• _EXERCISE_
All of the lines below need to be copied exactly, apart from the pictures.

• _MATERIAL TO PROCESS_
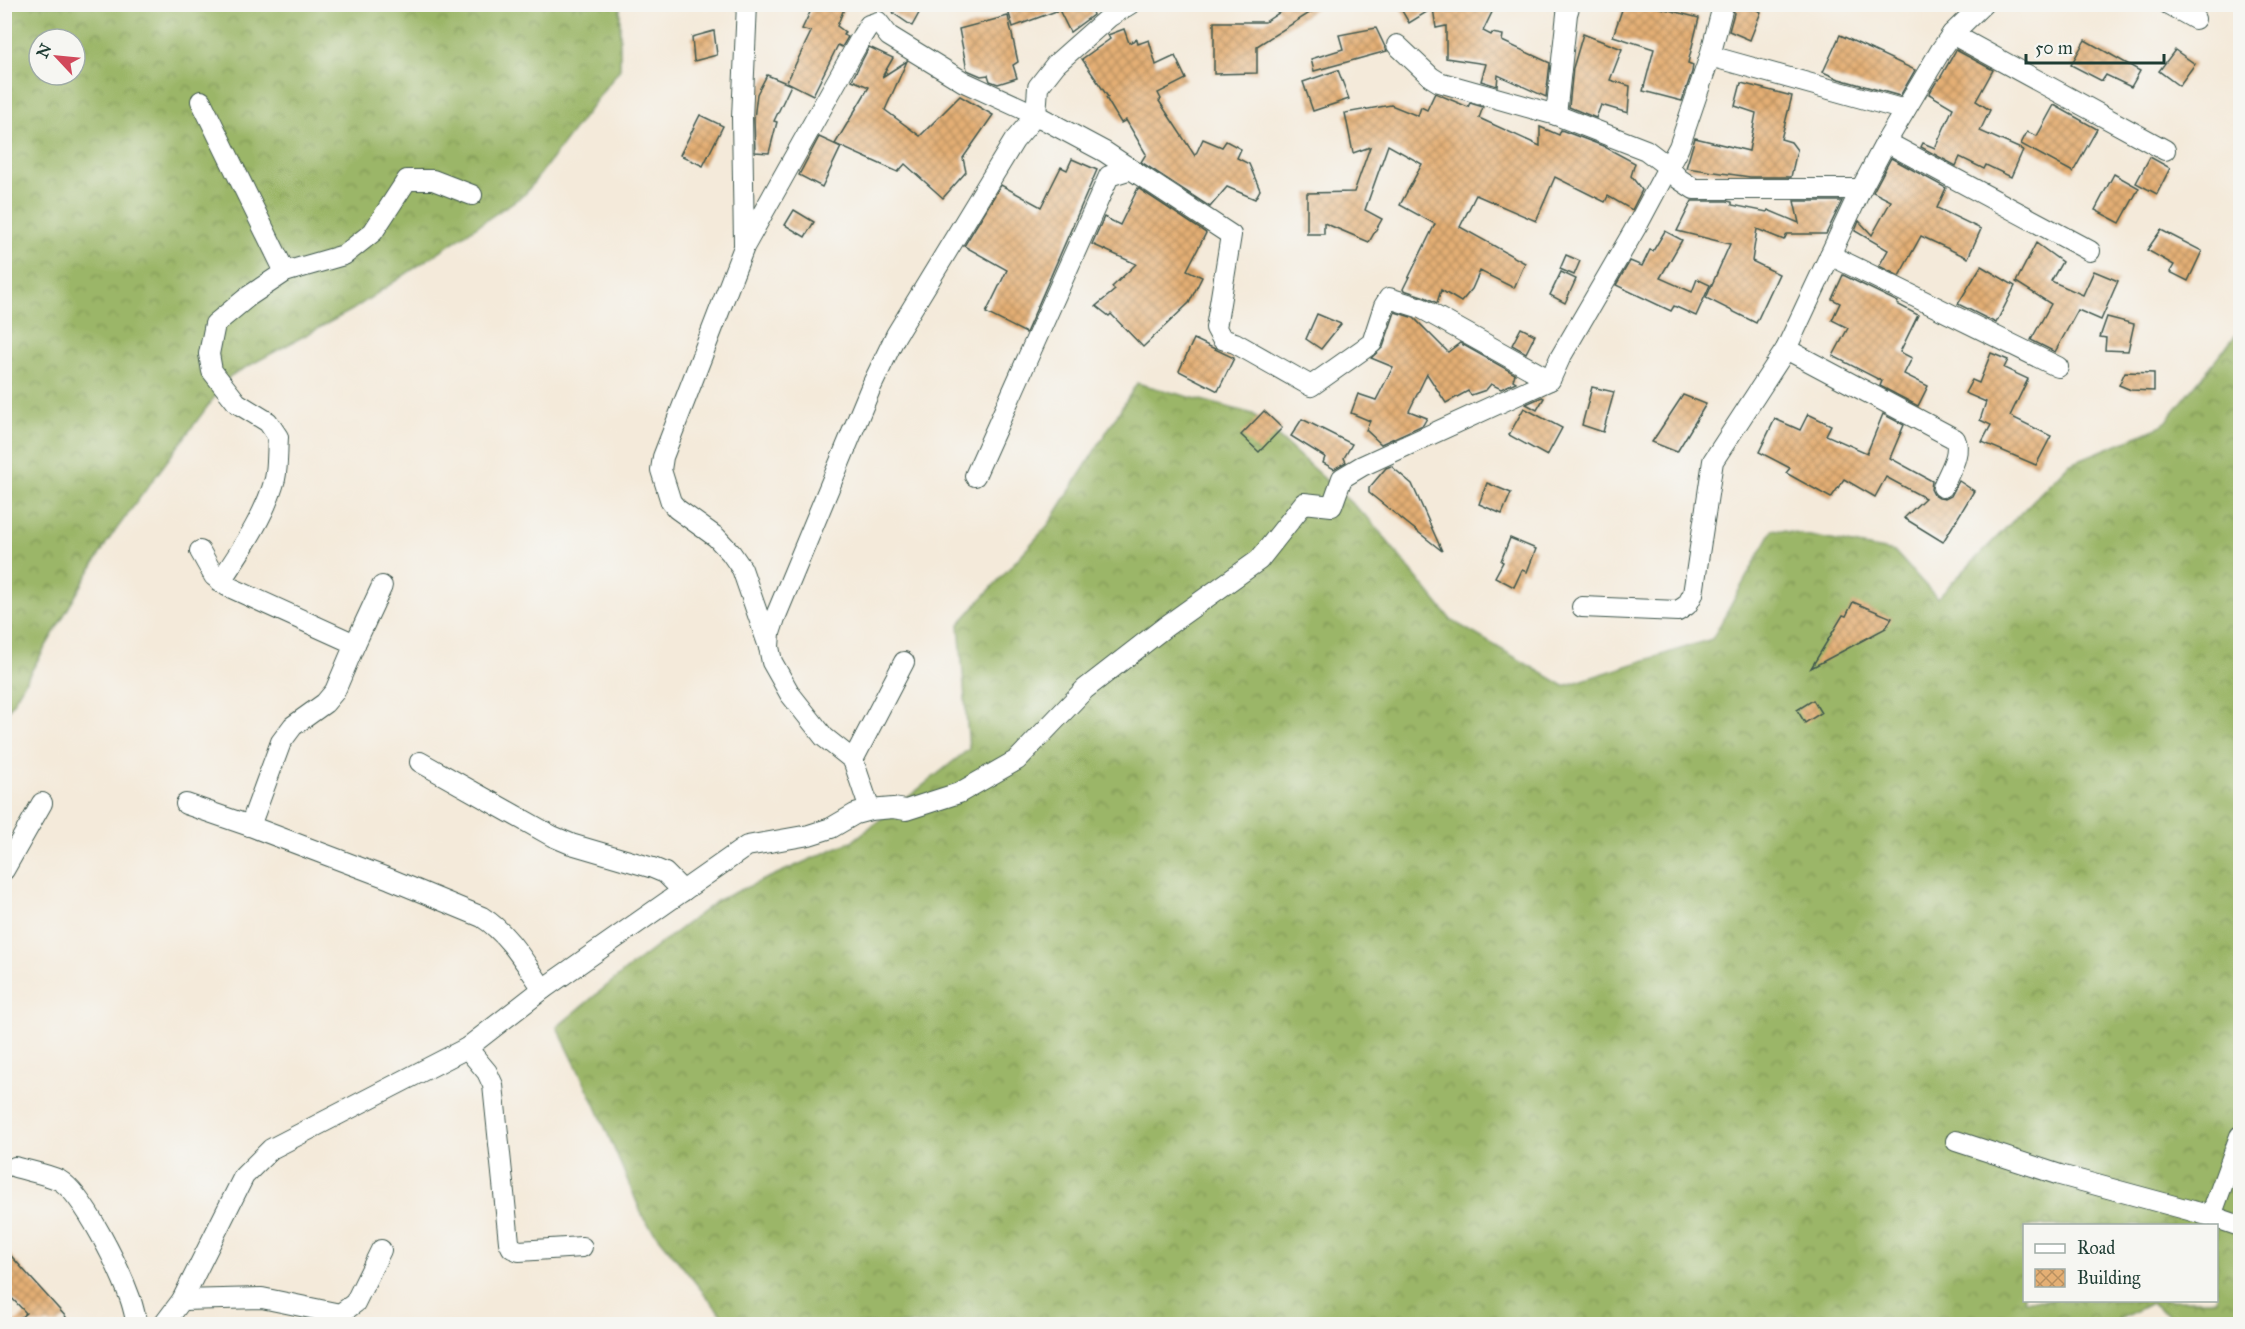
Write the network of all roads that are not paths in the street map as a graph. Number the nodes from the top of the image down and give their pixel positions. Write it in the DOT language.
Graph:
graph roads {
  1 [pos="747,4"];
  2 [pos="1130,4"];
  3 [pos="1570,4"];
  4 [pos="1721,4"];
  5 [pos="1983,4"];
  6 [pos="2168,4"];
  7 [pos="2194,19"];
  8 [pos="1952,34"];
  9 [pos="1397,45"];
  10 [pos="1710,56"];
  11 [pos="201,101"];
  12 [pos="1905,110"];
  13 [pos="1556,115"];
  14 [pos="1036,116"];
  15 [pos="1886,142"];
  16 [pos="2165,150"];
  17 [pos="1126,166"];
  18 [pos="1667,166"];
  19 [pos="1861,189"];
  20 [pos="472,195"];
  21 [pos="744,247"];
  22 [pos="2091,251"];
  23 [pos="1830,255"];
  24 [pos="285,272"];
  25 [pos="1786,349"];
  26 [pos="2058,367"];
  27 [pos="1550,380"];
  28 [pos="975,476"];
  29 [pos="1943,487"];
  30 [pos="200,551"];
  31 [pos="220,582"];
  32 [pos="382,586"];
  33 [pos="1582,607"];
  34 [pos="355,644"];
  35 [pos="769,647"];
  36 [pos="904,662"];
  37 [pos="853,760"];
  38 [pos="420,762"];
  39 [pos="42,803"];
  40 [pos="186,804"];
  41 [pos="870,810"];
  42 [pos="249,826"];
  43 [pos="4,870"];
  44 [pos="683,891"];
  45 [pos="543,988"];
  46 [pos="467,1048"];
  47 [pos="2241,1136"];
  48 [pos="1956,1141"];
  49 [pos="15,1167"];
  50 [pos="2211,1216"];
  51 [pos="2241,1226"];
  52 [pos="582,1247"];
  53 [pos="381,1250"];
  54 [pos="182,1300"];
  55 [pos="136,1324"];
  56 [pos="164,1324"];
  1 -- 21 [label="street"];
  2 -- 14 [label="street"];
  3 -- 13 [label="street"];
  4 -- 10 [label="street"];
  5 -- 8 [label="street"];
  6 -- 7 [label="street"];
  8 -- 12 [label="street"];
  8 -- 16 [label="street"];
  9 -- 13 [label="street"];
  10 -- 12 [label="street"];
  10 -- 18 [label="street"];
  11 -- 24 [label="street"];
  12 -- 15 [label="street"];
  13 -- 18 [label="street"];
  14 -- 17 [label="street"];
  14 -- 21 [label="street"];
  14 -- 35 [label="street"];
  15 -- 19 [label="street"];
  15 -- 22 [label="street"];
  17 -- 27 [label="street"];
  17 -- 28 [label="street"];
  18 -- 19 [label="street"];
  18 -- 27 [label="street"];
  19 -- 23 [label="street"];
  20 -- 24 [label="street"];
  21 -- 35 [label="street"];
  23 -- 25 [label="street"];
  23 -- 26 [label="street"];
  24 -- 31 [label="street"];
  25 -- 29 [label="street"];
  25 -- 33 [label="street"];
  27 -- 41 [label="street"];
  30 -- 31 [label="street"];
  31 -- 34 [label="street"];
  32 -- 34 [label="street"];
  34 -- 42 [label="street"];
  35 -- 37 [label="street"];
  36 -- 37 [label="street"];
  37 -- 41 [label="street"];
  38 -- 44 [label="street"];
  39 -- 43 [label="street"];
  40 -- 42 [label="street"];
  41 -- 44 [label="street"];
  42 -- 45 [label="street"];
  44 -- 45 [label="street"];
  45 -- 46 [label="street"];
  46 -- 52 [label="street"];
  46 -- 54 [label="street"];
  47 -- 50 [label="street"];
  48 -- 50 [label="street"];
  49 -- 55 [label="street"];
  50 -- 51 [label="street"];
  53 -- 54 [label="street"];
  54 -- 56 [label="street"];
}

• _SOLUTION FOR THIS PROBLEM_
Write the network of all roads that are not paths in the street map as a graph. Number the nodes from the top of the image down and give their pixel positions. Write it in the DOT language.
Graph:
graph roads {
  1 [pos="747,4"];
  2 [pos="1130,4"];
  3 [pos="1570,4"];
  4 [pos="1721,4"];
  5 [pos="1983,4"];
  6 [pos="2168,4"];
  7 [pos="2194,19"];
  8 [pos="1952,34"];
  9 [pos="1397,45"];
  10 [pos="1710,56"];
  11 [pos="201,101"];
  12 [pos="1905,110"];
  13 [pos="1556,115"];
  14 [pos="1036,116"];
  15 [pos="1886,142"];
  16 [pos="2165,150"];
  17 [pos="1126,166"];
  18 [pos="1667,166"];
  19 [pos="1861,189"];
  20 [pos="472,195"];
  21 [pos="744,247"];
  22 [pos="2091,251"];
  23 [pos="1830,255"];
  24 [pos="285,272"];
  25 [pos="1786,349"];
  26 [pos="2058,367"];
  27 [pos="1550,380"];
  28 [pos="975,476"];
  29 [pos="1943,487"];
  30 [pos="200,551"];
  31 [pos="220,582"];
  32 [pos="382,586"];
  33 [pos="1582,607"];
  34 [pos="355,644"];
  35 [pos="769,647"];
  36 [pos="904,662"];
  37 [pos="853,760"];
  38 [pos="420,762"];
  39 [pos="42,803"];
  40 [pos="186,804"];
  41 [pos="870,810"];
  42 [pos="249,826"];
  43 [pos="4,870"];
  44 [pos="683,891"];
  45 [pos="543,988"];
  46 [pos="467,1048"];
  47 [pos="2241,1136"];
  48 [pos="1956,1141"];
  49 [pos="15,1167"];
  50 [pos="2211,1216"];
  51 [pos="2241,1226"];
  52 [pos="582,1247"];
  53 [pos="381,1250"];
  54 [pos="182,1300"];
  55 [pos="136,1324"];
  56 [pos="164,1324"];
  1 -- 21 [label="street"];
  2 -- 14 [label="street"];
  3 -- 13 [label="street"];
  4 -- 10 [label="street"];
  5 -- 8 [label="street"];
  6 -- 7 [label="street"];
  8 -- 12 [label="street"];
  8 -- 16 [label="street"];
  9 -- 13 [label="street"];
  10 -- 12 [label="street"];
  10 -- 18 [label="street"];
  11 -- 24 [label="street"];
  12 -- 15 [label="street"];
  13 -- 18 [label="street"];
  14 -- 17 [label="street"];
  14 -- 21 [label="street"];
  14 -- 35 [label="street"];
  15 -- 19 [label="street"];
  15 -- 22 [label="street"];
  17 -- 27 [label="street"];
  17 -- 28 [label="street"];
  18 -- 19 [label="street"];
  18 -- 27 [label="street"];
  19 -- 23 [label="street"];
  20 -- 24 [label="street"];
  21 -- 35 [label="street"];
  23 -- 25 [label="street"];
  23 -- 26 [label="street"];
  24 -- 31 [label="street"];
  25 -- 29 [label="street"];
  25 -- 33 [label="street"];
  27 -- 41 [label="street"];
  30 -- 31 [label="street"];
  31 -- 34 [label="street"];
  32 -- 34 [label="street"];
  34 -- 42 [label="street"];
  35 -- 37 [label="street"];
  36 -- 37 [label="street"];
  37 -- 41 [label="street"];
  38 -- 44 [label="street"];
  39 -- 43 [label="street"];
  40 -- 42 [label="street"];
  41 -- 44 [label="street"];
  42 -- 45 [label="street"];
  44 -- 45 [label="street"];
  45 -- 46 [label="street"];
  46 -- 52 [label="street"];
  46 -- 54 [label="street"];
  47 -- 50 [label="street"];
  48 -- 50 [label="street"];
  49 -- 55 [label="street"];
  50 -- 51 [label="street"];
  53 -- 54 [label="street"];
  54 -- 56 [label="street"];
}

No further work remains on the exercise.